2.1 A doutrina do prazo fixo

Em torno da interpretação desse direito do imputado, duas correntes doutrinárias divergem quanto ao modo de determinação do prazo razoável para a duração do processo. Uma delas é a chamada doutrina do prazo fixo, que congrega aqueles que defendem a necessidade de o legislador estabelecer prazos fixos para a duração máxima do processo, rejeitando a tese de que a verificação da duração indevida deve ficar a cargo de juiz diante do caso concreto.

Segundo os adeptos dessa corrente, o fundamento dogmático para a fixação do tempo máximo de duração do processo decorreria da própria  natureza do Estado Democrático de Direito e do co-respectivo princípio da legalidade.

Lopes Jr. (2005, p.113), após destacar que o processo penal consubstancia-se num conjunto de coações estatais, assinala que esta coação estatal deve estar precisamente estabelecida em lei, concluindo por afirmar que: “É a garantia básica da nulla coatio sine lege, princípio basilar de um Estado Democrático de Direito, que incorpora a necessidade de que a coação seja expressamente prevista em lei, previamente e com contornos claramente definidos nisso está compreendido, obviamente, o aspecto temporal.”
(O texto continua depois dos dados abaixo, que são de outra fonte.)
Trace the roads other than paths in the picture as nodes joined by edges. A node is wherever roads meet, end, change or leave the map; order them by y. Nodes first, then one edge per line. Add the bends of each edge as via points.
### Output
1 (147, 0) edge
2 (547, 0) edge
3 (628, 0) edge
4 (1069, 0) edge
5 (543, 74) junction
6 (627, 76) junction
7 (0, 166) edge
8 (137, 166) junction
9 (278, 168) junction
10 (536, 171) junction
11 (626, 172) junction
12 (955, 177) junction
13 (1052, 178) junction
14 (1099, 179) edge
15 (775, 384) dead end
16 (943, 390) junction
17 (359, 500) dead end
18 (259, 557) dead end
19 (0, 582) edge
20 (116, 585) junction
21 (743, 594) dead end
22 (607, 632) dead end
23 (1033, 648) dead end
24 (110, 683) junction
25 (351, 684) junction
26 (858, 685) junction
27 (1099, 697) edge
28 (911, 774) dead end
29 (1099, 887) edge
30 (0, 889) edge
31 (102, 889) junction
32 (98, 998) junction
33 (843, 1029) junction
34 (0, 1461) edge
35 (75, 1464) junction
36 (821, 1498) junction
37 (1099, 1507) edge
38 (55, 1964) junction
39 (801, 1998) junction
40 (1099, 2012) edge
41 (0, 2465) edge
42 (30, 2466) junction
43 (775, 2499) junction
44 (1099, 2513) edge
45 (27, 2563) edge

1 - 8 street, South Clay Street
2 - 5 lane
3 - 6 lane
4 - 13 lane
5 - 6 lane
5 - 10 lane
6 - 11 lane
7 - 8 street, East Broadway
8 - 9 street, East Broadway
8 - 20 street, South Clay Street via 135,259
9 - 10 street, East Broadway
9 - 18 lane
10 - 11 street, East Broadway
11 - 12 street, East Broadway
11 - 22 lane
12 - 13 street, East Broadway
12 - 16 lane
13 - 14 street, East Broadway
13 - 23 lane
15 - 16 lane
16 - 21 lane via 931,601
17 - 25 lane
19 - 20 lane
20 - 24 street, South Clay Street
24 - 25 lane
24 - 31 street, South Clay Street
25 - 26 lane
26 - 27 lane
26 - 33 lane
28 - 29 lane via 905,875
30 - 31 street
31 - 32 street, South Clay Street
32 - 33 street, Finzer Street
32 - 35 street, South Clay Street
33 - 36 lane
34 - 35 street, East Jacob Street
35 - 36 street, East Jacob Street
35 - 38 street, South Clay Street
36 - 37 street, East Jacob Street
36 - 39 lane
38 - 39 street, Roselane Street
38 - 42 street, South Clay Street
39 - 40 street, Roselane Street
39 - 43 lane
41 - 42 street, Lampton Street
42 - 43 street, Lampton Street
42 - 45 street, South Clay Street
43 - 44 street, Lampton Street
Daniel R. Pastor, um dos principais adeptos da corrente do prazo fixo, tece severas criticas à doutrina do não-prazo e apresenta várias justificativas para o caráter legal do prazo razoável.

Na opinião desse autor, a doutrina dominante (doutrina do não-prazo) é altamente questionável do ponto de vista científico e isto se deve a que  a solução proposta não fornece critérios seguros, senão que deixa muito aberta a determinação judicial da questão e tampouco oferece, em matéria de consequências, uma saída aceitável, dado que para o direito processual moderno não é suficiente com que a violação de um direito básico seja apenas compensada (PASTOR, 2005, p.204-205).

Seguindo na sua crítica, assevera Pastor (2005, p.221-222):

 Sugún Carrara, ‘sería burlarse del pueblo el dictar preceptos de procedimiento  dejando  su observância a gusto del  juez (...) Si el legislador dicta um procedimiento que pueda ser violado al arbítrio de los jueces, no hace uma ley, sino que limita a dar un consejo’. Esta frase nos advierte ya de la mayor objección que puede ser formulada contra la interpretación dominante: ni la determinación de la duración razonable del proceso ni la de las consecuencias por su infración puede quedar libradas abiertamente a la voluntad de los tribunales, como lo pretende tal interpretación dominante. Muy por lo contrario, la primera conclusión que se puede extraer dogmaticamente de la  garantia de todo imputado a ser juzgado con celeridade es la necesidad de que los ordenamientos jurídicos secundários (regulamentários de los derechos fundamentales ) establezcan con precisión el prazo máximo de duración del processo penal y las consecuencias jurídicas que resultarán de su incumplimiento.

Para justificar a necessidade de intervenção do legislador para a fixação de prazos máximos de duração de processo, Daniel R. Pastor apresenta cinco argumentos: o argumento do mandato expresso da ordem jurídica internacional, o argumento do princípio nulla coactio sine lege, o argumento do princípio da legalidade material e o argumento da divisão de poderes.

Relativamente ao primeiro argumento, ensina Pastor (2005, p.222) que os tratados internacionais que estabelecem direitos fundamentais devem ser vistos como modelos para a regulação do direito interno dos Estados-Partes,

pues el derecho internacional de los derechos fundamentales ha dejado de lado la prática tradicional de delegar en la voluntad soberana de los Estados el reconhecimento, através del derecho constitucional, de los derechos convenciobales, para estabelecer su respeto obligatorio y restrictivo de los márgenes de decisión de los Estados.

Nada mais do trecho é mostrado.